The new Master of Science (MS) program in Biological Sciences will incorporate the Buck Institute’s expertise in age research and age-associated disease with Dominican’s expertise in science education and training.
“The emphasis on age research due to this institutional collaboration will attract both national and international students,” said Dr. Joseph R. Fink, president of Dominican University of California. “The program not only enhances independent inquiry-based learning, but also addresses some of the most important issues facing our society.”
“Participating in this graduate program is an important milestone for the Buck Institute,” said Dr. James Kovach, president and COO of the Buck Institute. “We are committed to training the next generation of scientists who will focus on the intersection of aging and chronic disease, and this program will be an essential part of that effort.”
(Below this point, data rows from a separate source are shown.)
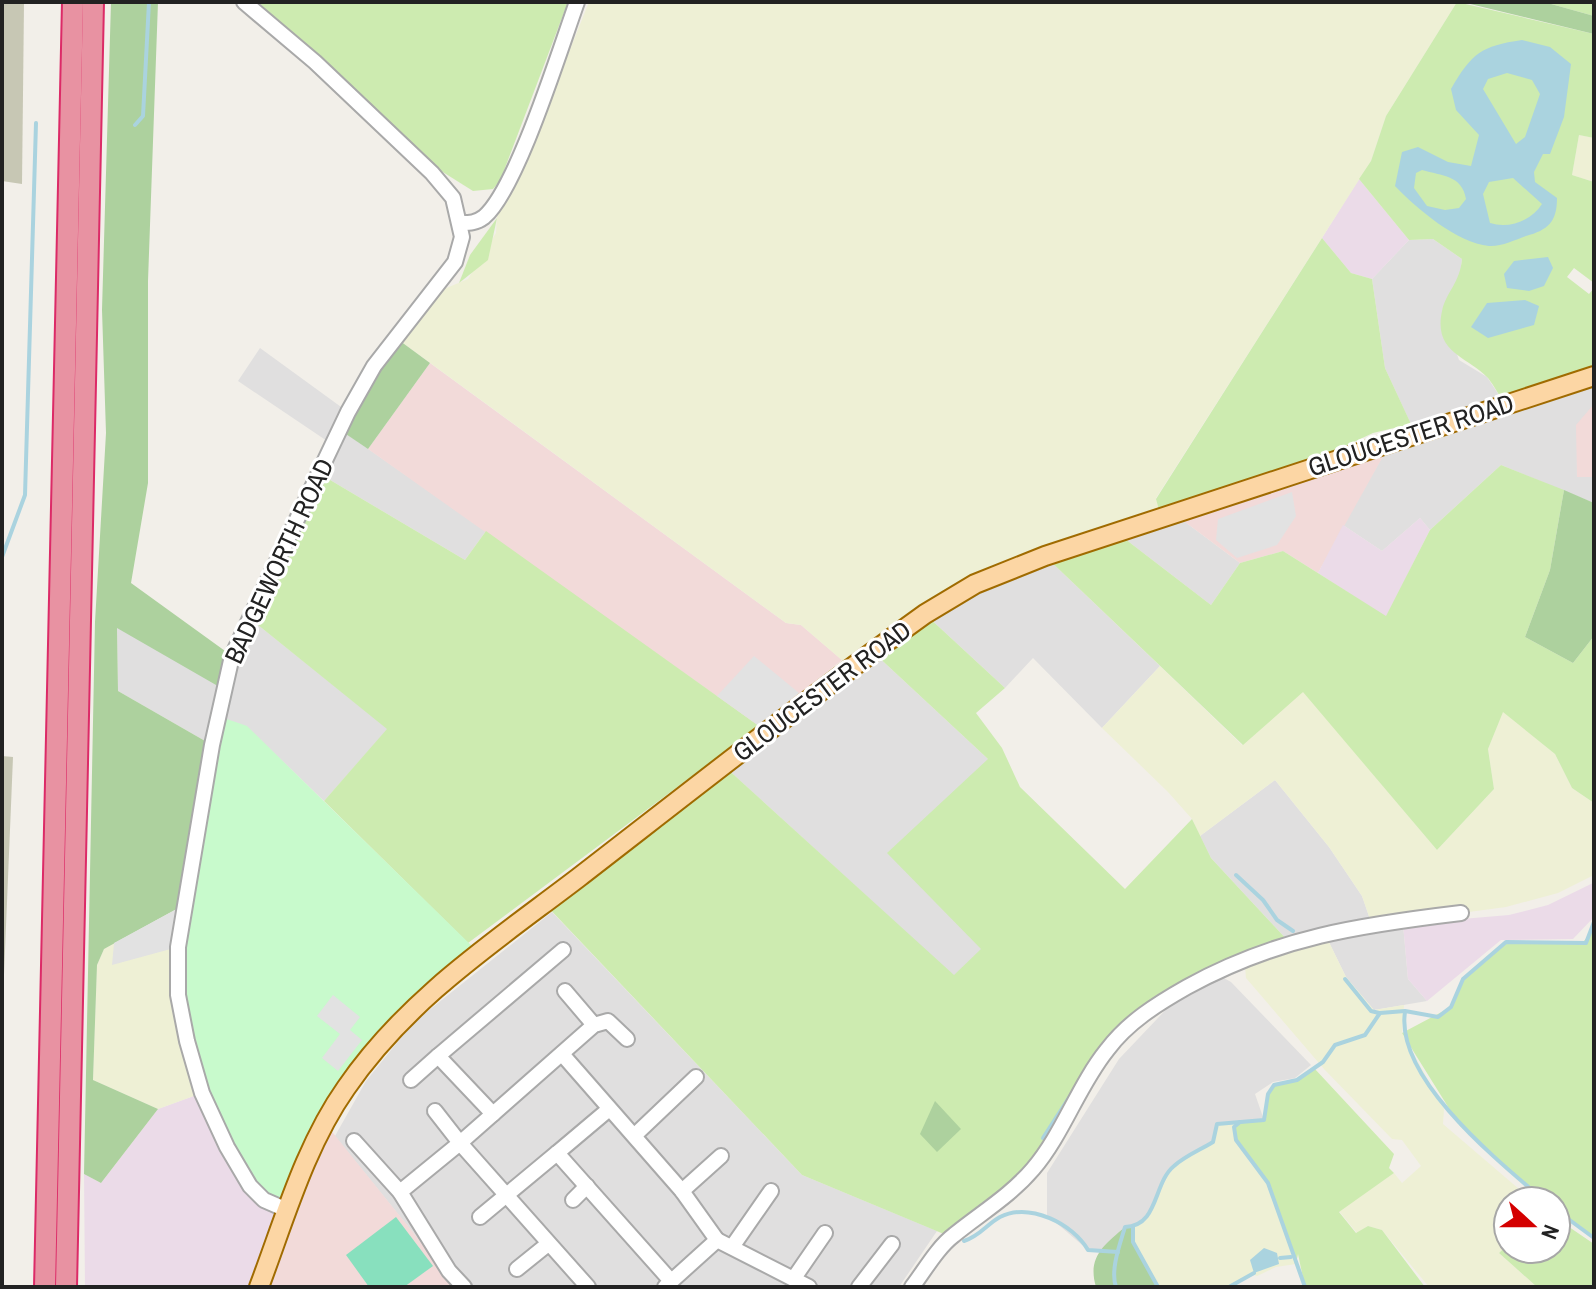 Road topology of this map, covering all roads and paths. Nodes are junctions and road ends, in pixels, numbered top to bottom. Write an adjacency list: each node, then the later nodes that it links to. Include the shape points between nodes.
1 (73, 2): 40 (highway)
2 (93, 2): 41 (highway)
3 (244, 2): 5 (street, via 432,173 453,198)
4 (577, 2): 5 (street, via 500,196 485,216)
5 (461, 223): 30 (street, BADGEWORTH ROAD, via 455,262 374,366 237,643 223,689 191,866 178,947 178,995 187,1041 202,1093 250,1186 264,1200)
6 (1594, 376): 30 (main road, GLOUCESTER ROAD, via 1050,554 975,584 925,614 477,951 407,1013 344,1090)
7 (1461, 913): 47 (street, via 1347,928 1289,942 1225,966 1156,1005 1107,1050 1036,1166 951,1237)
8 (563, 950): 13 (street)
9 (565, 991): 10 (street)
10 (594, 1025): 11 (street, via 608,1021); 12 (street)
11 (627, 1039)
12 (562, 1054): 16 (street); 18 (street)
13 (438, 1056): 15 (street); 18 (street)
14 (696, 1077): 19 (street)
15 (411, 1080)
16 (608, 1110): 19 (street); 22 (street)
17 (435, 1111): 21 (street)
18 (493, 1114): 21 (street)
19 (635, 1135): 25 (street)
20 (354, 1141): 27 (street)
21 (460, 1143): 27 (street); 28 (street)
22 (557, 1153): 24 (street); 28 (street)
23 (721, 1156): 25 (street)
24 (587, 1186): 29 (street); 39 (street)
25 (682, 1191): 33 (street)
26 (771, 1191): 36 (street)
27 (400, 1192): 43 (street)
28 (507, 1195): 31 (street); 34 (street)
29 (573, 1200)
30 (287, 1210): 42 (main road, GLOUCESTER ROAD)
31 (480, 1217)
32 (825, 1233): 38 (street)
33 (717, 1240): 36 (street); 39 (street)
34 (548, 1244): 37 (street); 44 (street)
35 (892, 1244): 46 (street)
36 (732, 1247): 38 (street)
37 (517, 1269)
38 (794, 1278): 45 (street)
39 (668, 1284)
40 (45, 1287)
41 (66, 1287)
42 (259, 1287)
43 (464, 1287)
44 (588, 1287)
45 (809, 1287)
46 (859, 1287)
47 (912, 1287) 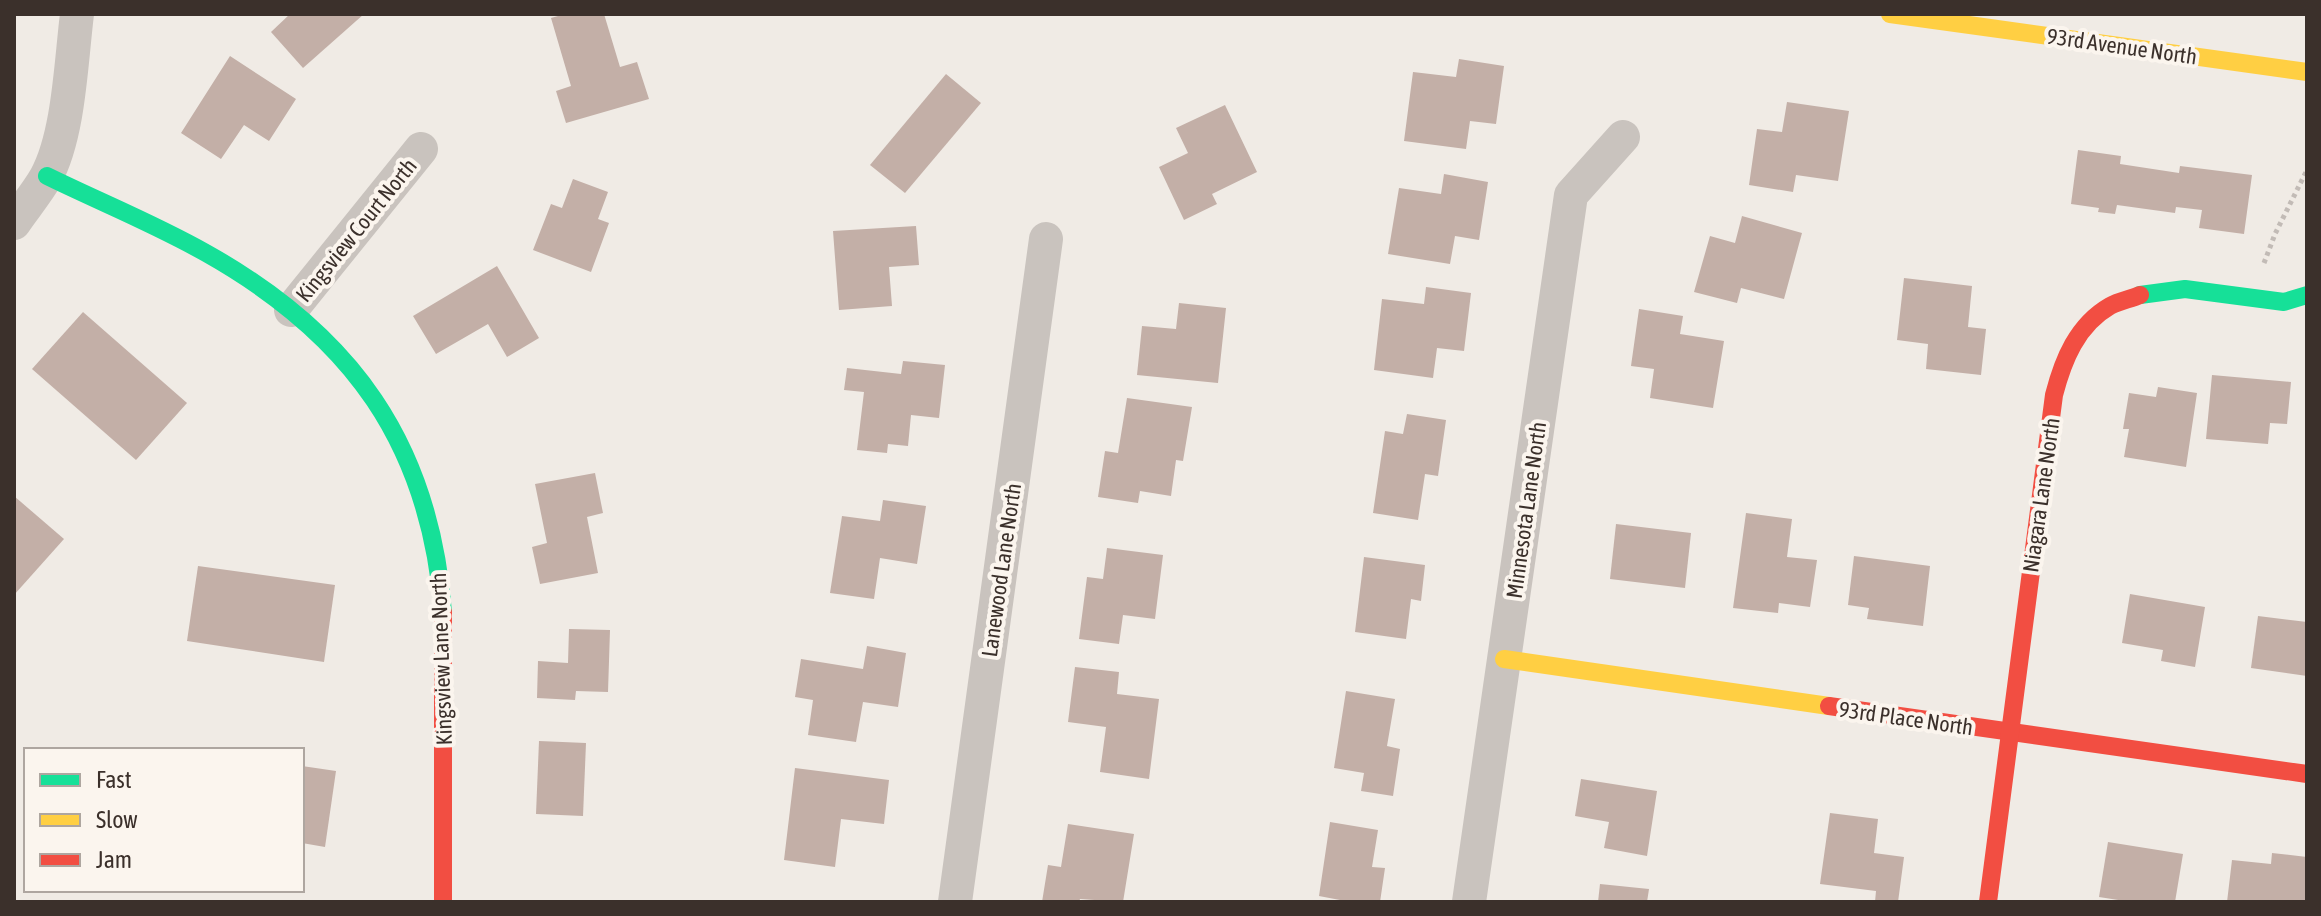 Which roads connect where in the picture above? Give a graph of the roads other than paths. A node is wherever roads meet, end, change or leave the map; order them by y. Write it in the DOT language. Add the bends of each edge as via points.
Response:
graph roads {
  1 [pos="77,14"];
  2 [pos="1890,14"];
  3 [pos="2307,72"];
  4 [pos="1623,137"];
  5 [pos="421,149"];
  6 [pos="47,176"];
  7 [pos="14,223"];
  8 [pos="1046,239"];
  9 [pos="2307,295"];
  10 [pos="291,310"];
  11 [pos="1504,659"];
  12 [pos="2010,733"];
  13 [pos="2307,774"];
  14 [pos="443,902"];
  15 [pos="955,902"];
  16 [pos="1469,902"];
  17 [pos="1988,902"];
  1 -- 6 [label="street" via="65,112"];
  2 -- 3 [label="street, 93rd Avenue North"];
  4 -- 11 [label="street, Minnesota Lane North" via="1571,195"];
  5 -- 10 [label="street, Kingsview Court North"];
  6 -- 7 [label="street"];
  6 -- 10 [label="street, Kingsview Lane North" via="206,253"];
  8 -- 15 [label="street, Lanewood Lane North"];
  9 -- 12 [label="street, Niagara Lane North" via="2284,302 2185,289 2146,293 2110,306 2082,330 2063,360 2054,395"];
  10 -- 14 [label="street, Kingsview Lane North" via="332,346 382,407 416,476 435,540 444,628"];
  11 -- 12 [label="street, 93rd Place North"];
  11 -- 16 [label="street, Minnesota Lane North"];
  12 -- 13 [label="street, 93rd Place North"];
  12 -- 17 [label="street, Niagara Lane North"];
}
While existing graduate level programs in aging are gerontology-based and focus on various aspects of social sciences including psychology, the Dominican/Buck MS program is unique in emphasizing scientific research on aging and age-associated diseases in the areas of chemical and biological sciences, said Dr. Sibdas Ghosh, chair of Dominican’s Department of Natural Sciences and Mathematics.
Twenty-four of the research-based program’s 36 units will involve lab work. Students will work in Dominican's new $20 million Science Center as well as at the Buck's newly opened Larry L. Hillblom Center for the Integrative Studies of Aging. Buck Institute faculty members participating in the program will receive adjunct faculty appointment at Dominican.
“Our partnership with the Buck Institute makes this an exciting opportunity for our students to work alongside world-renowned scientists in the area of age-related disease,” Ghosh said.
Students will be trained as scientists in interdisciplinary research encompassing a variety of integrated fields, including genetics, biochemistry, molecular biology, age-associated disease, and technological disciplines such as genomics, proteomics, protein interaction networks, and bio-informatics.
The program will provide students with opportunities to complete graduate level courses that could be transferred as core or electives towards their Ph.D. In addition, students will be prepared to enter the workforce in industries, government or research enterprises such as pharmaceutical and biotechnology companies, as well as research laboratories in institutes, universities, and hospitals.
The Buck Institute is the only independent research facility in the United States to focus solely on aging and age-related conditions. The Institute began its biomedical research program in 1999. The National Institute on Aging designated the Buck Institute as a "Nathan Shock Center of Excellence in the Biology of Age Research" in June 2005, one of just five in the nation.
In the past five years, Dominican’s Department of Natural Sciences and Mathematics has experienced growth in terms of enrollment and focus. The University has hired faculty researchers who are involving their students in research into stem cell biology, breast cancer, coral reef ecology, and alcohol addiction. Student enrollment has grown from 30 students in 2002 to 145 students today. Last year, Dominican opened its 35,000 square foot Science Center in order to expand the University’s undergraduate research program.
“The opening of the Science Center and the growing expertise of full-time faculty and staff have created the foundation for the department to enhance its program by offering an MS in Biological Sciences,” Ghosh said.
Five students will be selected for the initial class in fall 2008, with the number growing to 15 students in 2009 and 20 students in 2010.